# Task requirements
Nothing in the entries may be altered; copy them all exactly.

---------- Supplied material ----------

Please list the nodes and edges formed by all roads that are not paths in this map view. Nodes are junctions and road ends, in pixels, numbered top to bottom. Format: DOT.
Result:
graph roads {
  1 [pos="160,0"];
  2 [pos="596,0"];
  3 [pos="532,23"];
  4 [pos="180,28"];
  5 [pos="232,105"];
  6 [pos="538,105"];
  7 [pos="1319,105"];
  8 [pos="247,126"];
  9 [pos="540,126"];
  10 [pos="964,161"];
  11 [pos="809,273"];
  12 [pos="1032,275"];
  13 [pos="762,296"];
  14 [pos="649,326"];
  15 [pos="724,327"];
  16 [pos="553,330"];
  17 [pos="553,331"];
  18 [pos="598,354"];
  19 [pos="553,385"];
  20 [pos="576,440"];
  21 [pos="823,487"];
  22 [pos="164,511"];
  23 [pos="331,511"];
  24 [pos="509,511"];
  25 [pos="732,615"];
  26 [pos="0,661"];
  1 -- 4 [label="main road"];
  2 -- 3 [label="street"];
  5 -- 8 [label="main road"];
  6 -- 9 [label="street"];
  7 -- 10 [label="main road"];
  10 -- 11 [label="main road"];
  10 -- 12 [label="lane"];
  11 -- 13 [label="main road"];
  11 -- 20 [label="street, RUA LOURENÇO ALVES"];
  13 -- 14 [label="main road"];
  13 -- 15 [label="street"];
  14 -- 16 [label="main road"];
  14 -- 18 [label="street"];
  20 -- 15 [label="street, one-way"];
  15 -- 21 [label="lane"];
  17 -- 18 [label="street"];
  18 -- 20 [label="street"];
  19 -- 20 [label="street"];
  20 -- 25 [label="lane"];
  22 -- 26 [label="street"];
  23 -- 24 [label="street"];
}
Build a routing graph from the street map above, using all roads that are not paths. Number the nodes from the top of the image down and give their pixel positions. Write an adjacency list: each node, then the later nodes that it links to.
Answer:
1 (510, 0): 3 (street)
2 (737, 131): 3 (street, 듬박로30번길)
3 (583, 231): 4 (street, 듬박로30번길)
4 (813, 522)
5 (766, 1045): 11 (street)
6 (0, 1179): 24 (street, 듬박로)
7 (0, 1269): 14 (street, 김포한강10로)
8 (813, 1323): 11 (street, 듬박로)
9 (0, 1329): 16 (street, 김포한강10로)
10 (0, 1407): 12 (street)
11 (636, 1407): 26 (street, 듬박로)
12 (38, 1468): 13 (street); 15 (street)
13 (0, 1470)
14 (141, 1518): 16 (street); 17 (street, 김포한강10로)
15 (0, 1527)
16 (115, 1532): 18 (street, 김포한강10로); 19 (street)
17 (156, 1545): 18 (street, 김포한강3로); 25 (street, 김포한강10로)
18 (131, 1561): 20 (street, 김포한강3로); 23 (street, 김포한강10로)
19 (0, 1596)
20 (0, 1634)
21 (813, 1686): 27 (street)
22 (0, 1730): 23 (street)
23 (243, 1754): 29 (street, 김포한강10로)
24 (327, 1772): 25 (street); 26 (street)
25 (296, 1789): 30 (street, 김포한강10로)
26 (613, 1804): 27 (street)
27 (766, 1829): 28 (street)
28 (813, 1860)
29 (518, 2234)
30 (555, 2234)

----------

# Result
Please list the nodes and edges formed by all roads that are not paths in this map view. Nodes are junctions and road ends, in pixels, numbered top to bottom. Format: DOT.
Result:
graph roads {
  1 [pos="160,0"];
  2 [pos="596,0"];
  3 [pos="532,23"];
  4 [pos="180,28"];
  5 [pos="232,105"];
  6 [pos="538,105"];
  7 [pos="1319,105"];
  8 [pos="247,126"];
  9 [pos="540,126"];
  10 [pos="964,161"];
  11 [pos="809,273"];
  12 [pos="1032,275"];
  13 [pos="762,296"];
  14 [pos="649,326"];
  15 [pos="724,327"];
  16 [pos="553,330"];
  17 [pos="553,331"];
  18 [pos="598,354"];
  19 [pos="553,385"];
  20 [pos="576,440"];
  21 [pos="823,487"];
  22 [pos="164,511"];
  23 [pos="331,511"];
  24 [pos="509,511"];
  25 [pos="732,615"];
  26 [pos="0,661"];
  1 -- 4 [label="main road"];
  2 -- 3 [label="street"];
  5 -- 8 [label="main road"];
  6 -- 9 [label="street"];
  7 -- 10 [label="main road"];
  10 -- 11 [label="main road"];
  10 -- 12 [label="lane"];
  11 -- 13 [label="main road"];
  11 -- 20 [label="street, RUA LOURENÇO ALVES"];
  13 -- 14 [label="main road"];
  13 -- 15 [label="street"];
  14 -- 16 [label="main road"];
  14 -- 18 [label="street"];
  20 -- 15 [label="street, one-way"];
  15 -- 21 [label="lane"];
  17 -- 18 [label="street"];
  18 -- 20 [label="street"];
  19 -- 20 [label="street"];
  20 -- 25 [label="lane"];
  22 -- 26 [label="street"];
  23 -- 24 [label="street"];
}
Build a routing graph from the street map above, using all roads that are not paths. Number the nodes from the top of the image down and give their pixel positions. Write an adjacency list: each node, then the later nodes that it links to.
Answer:
1 (510, 0): 3 (street)
2 (737, 131): 3 (street, 듬박로30번길)
3 (583, 231): 4 (street, 듬박로30번길)
4 (813, 522)
5 (766, 1045): 11 (street)
6 (0, 1179): 24 (street, 듬박로)
7 (0, 1269): 14 (street, 김포한강10로)
8 (813, 1323): 11 (street, 듬박로)
9 (0, 1329): 16 (street, 김포한강10로)
10 (0, 1407): 12 (street)
11 (636, 1407): 26 (street, 듬박로)
12 (38, 1468): 13 (street); 15 (street)
13 (0, 1470)
14 (141, 1518): 16 (street); 17 (street, 김포한강10로)
15 (0, 1527)
16 (115, 1532): 18 (street, 김포한강10로); 19 (street)
17 (156, 1545): 18 (street, 김포한강3로); 25 (street, 김포한강10로)
18 (131, 1561): 20 (street, 김포한강3로); 23 (street, 김포한강10로)
19 (0, 1596)
20 (0, 1634)
21 (813, 1686): 27 (street)
22 (0, 1730): 23 (street)
23 (243, 1754): 29 (street, 김포한강10로)
24 (327, 1772): 25 (street); 26 (street)
25 (296, 1789): 30 (street, 김포한강10로)
26 (613, 1804): 27 (street)
27 (766, 1829): 28 (street)
28 (813, 1860)
29 (518, 2234)
30 (555, 2234)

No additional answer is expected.